Mining fan motor was greased with polyurea grease as called for in normal operations. Then someone serviced the motor with aluminum complex grease. Motor bearings burned out at 28 days. Unknown volume, frequency before failure.

Wrong viscosity grade of HIV hydraulic fluid in Sacmi Presses. Outcome: Totally damaged main piston.



Oil was changed, foaming occurred. Supposedly it was the same oil type, just a different brand.

A maintenance manager selected an ISO VG 220EP gear oil for use in a worm gearbox with a bronze wheel. The bronze wheel corroded badly.

I live in Singapore. The commonest mistake is for people to select a lubricant with a viscosity rating higher than that recommended by the manufacturer. Most manufacturers recommend xW-20 and xW-30. The most commonly sold viscosities sold in retail anywhere in Singapore are xW-40 and xW-50.

The person chose to pump grease into a bearing that was currently filled with oil. The pump was changed the next day due to bearing failure.

Incorrect synthetic grease was selected in a high temperature O/H power and free conveyor in an automotive assembly plant. Result: grease incompatibility caused by excessive grease softening, catastrophic lubricant runout and workpiece contamination. Entire conveyor had to be disassembled and all bearings cleaned with solvent and relubricated.

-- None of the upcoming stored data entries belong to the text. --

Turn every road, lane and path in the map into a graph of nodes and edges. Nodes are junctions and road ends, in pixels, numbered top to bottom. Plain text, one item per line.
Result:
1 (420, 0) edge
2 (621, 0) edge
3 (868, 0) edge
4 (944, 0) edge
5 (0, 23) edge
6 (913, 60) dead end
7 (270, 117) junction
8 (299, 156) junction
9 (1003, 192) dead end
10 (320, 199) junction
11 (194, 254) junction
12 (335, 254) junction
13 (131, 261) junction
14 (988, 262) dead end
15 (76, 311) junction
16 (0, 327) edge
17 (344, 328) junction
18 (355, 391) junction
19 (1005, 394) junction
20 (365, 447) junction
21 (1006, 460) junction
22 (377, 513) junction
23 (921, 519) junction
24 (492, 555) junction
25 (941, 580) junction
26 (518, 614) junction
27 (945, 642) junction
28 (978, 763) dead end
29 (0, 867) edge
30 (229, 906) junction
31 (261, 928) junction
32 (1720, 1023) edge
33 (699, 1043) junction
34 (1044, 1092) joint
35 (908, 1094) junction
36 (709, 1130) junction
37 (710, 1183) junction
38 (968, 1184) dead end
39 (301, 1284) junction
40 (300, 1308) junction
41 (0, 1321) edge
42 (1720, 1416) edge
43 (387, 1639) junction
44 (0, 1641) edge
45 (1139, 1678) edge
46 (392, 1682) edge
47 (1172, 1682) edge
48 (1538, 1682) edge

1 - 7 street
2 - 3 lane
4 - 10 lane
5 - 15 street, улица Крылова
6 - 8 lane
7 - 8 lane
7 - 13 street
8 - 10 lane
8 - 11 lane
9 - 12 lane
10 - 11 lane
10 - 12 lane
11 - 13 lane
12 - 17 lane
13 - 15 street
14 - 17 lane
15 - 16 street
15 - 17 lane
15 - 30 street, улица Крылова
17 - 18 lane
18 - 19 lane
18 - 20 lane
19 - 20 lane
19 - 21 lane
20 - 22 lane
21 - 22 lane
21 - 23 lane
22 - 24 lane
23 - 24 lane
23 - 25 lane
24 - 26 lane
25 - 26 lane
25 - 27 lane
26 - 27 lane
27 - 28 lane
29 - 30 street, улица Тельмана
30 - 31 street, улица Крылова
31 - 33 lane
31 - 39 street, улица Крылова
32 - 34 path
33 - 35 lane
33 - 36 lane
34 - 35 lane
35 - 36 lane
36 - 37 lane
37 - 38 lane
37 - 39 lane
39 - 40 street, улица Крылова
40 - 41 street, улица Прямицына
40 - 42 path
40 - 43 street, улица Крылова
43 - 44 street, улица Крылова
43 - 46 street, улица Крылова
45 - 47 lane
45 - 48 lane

The oil was changed to an EP gear oil. It caused corrosion damage to copper-containing components.
 
Editor’s Note: Sounding Board is based on an e-mail survey of 13,000 TLT readers. Views expressed are those of the respondents and do not reflect the opinions of the Society of Tribologists and Lubrication Engineers. STLE does not vouch for the technical accuracy of opinions expressed in Sounding Board, nor does inclusion of a comment represent an endorsement of the technology by STLE.